E. D. Feehan Catholic High School is a Catholic high school on the west side of Saskatoon, Saskatchewan, Canada, in the neighbourhood known as Caswell Hill. It is operated by Greater Saskatoon Catholic Schools. It was the only Catholic high school on the city's west end until 2008 when Bethlehem High School, located in the Blairmore Suburban Centre, opened its doors.

History
The school is named in honour of Edward Daniel Feehan, the first superintendent of education of St. Paul R.C.S.S.D. No. 20 in the city of Saskatoon. He was also the first principal of St. Mary School, the first school in the division. As of 2019, Feehan is one of only two non-religious figures (the other being Governor General Georges Vanier) to have a school in the Saskatoon Catholic school system named after them; all other schools in the system are named for either religious leaders, saints, place names, or descriptive terms.

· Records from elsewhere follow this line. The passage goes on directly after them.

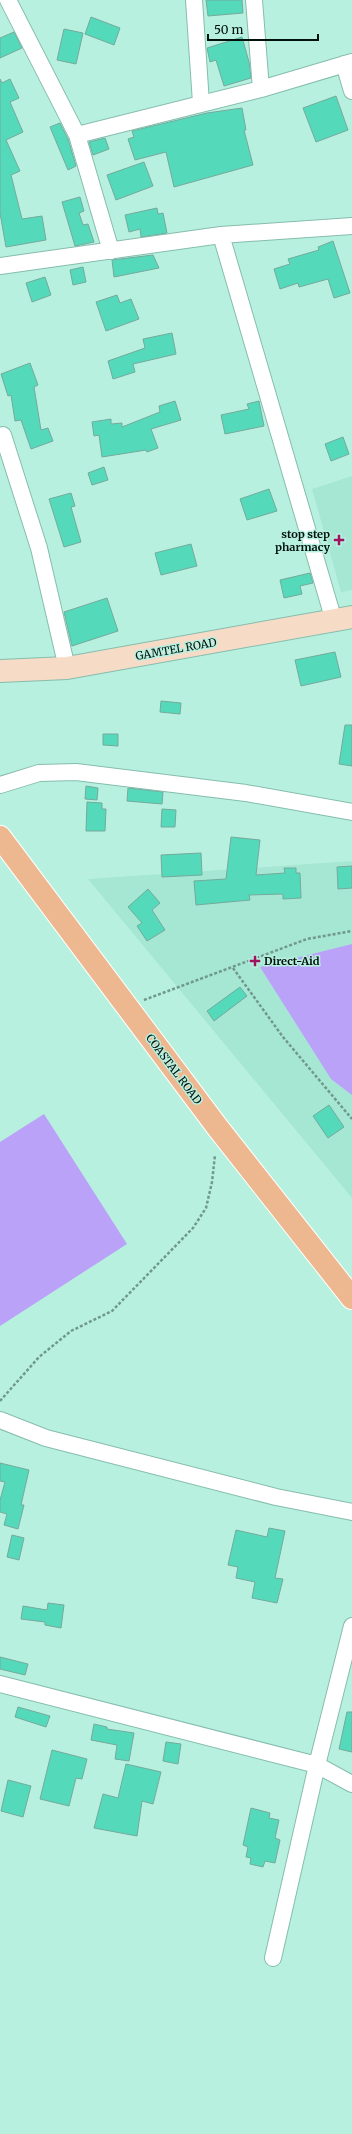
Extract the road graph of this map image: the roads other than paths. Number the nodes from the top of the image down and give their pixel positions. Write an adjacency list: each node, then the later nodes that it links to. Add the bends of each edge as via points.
1 (8, 0): 8 (street)
2 (194, 0): 7 (street)
3 (254, 0): 5 (street)
4 (348, 63): 5 (street); 6 (street)
5 (261, 89): 7 (street)
6 (352, 91)
7 (201, 103): 8 (street)
8 (77, 135): 11 (street)
9 (352, 226): 10 (street)
10 (221, 235): 11 (street); 14 (street)
11 (111, 251): 12 (street)
12 (0, 266)
13 (3, 435): 15 (street, via 39,548)
14 (343, 619): 15 (street, GAMTEL ROAD)
15 (67, 668): 16 (street, GAMTEL ROAD)
16 (0, 671)
17 (0, 785): 18 (street, via 39,773 76,772 246,793)
18 (352, 812)
19 (0, 837): 20 (main road, COASTAL ROAD, via 218,1128)
20 (352, 1298)
21 (0, 1420): 22 (street, via 46,1438 276,1496)
22 (352, 1512)
23 (352, 1626): 25 (street)
24 (0, 1684): 25 (street)
25 (317, 1765): 26 (street); 27 (street)
26 (352, 1784)
27 (273, 1958)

E. D. Feehan offers several courses for students in grades from nine to twelve, such as the standard educational programs, woodworking, cooking, and computer classes. It also offers opportunities in career pathways focused on residential home construction and health care.  The school also is known for its volunteer work with participants of the Special Olympics program along with its alternative program for students with special needs.

Its feeder schools are St. Edward School, École St. Gerard School, St. John School, St. Mary's Wellness & Education Centre, St. Maria Goretti Community School and St. Michael Community School.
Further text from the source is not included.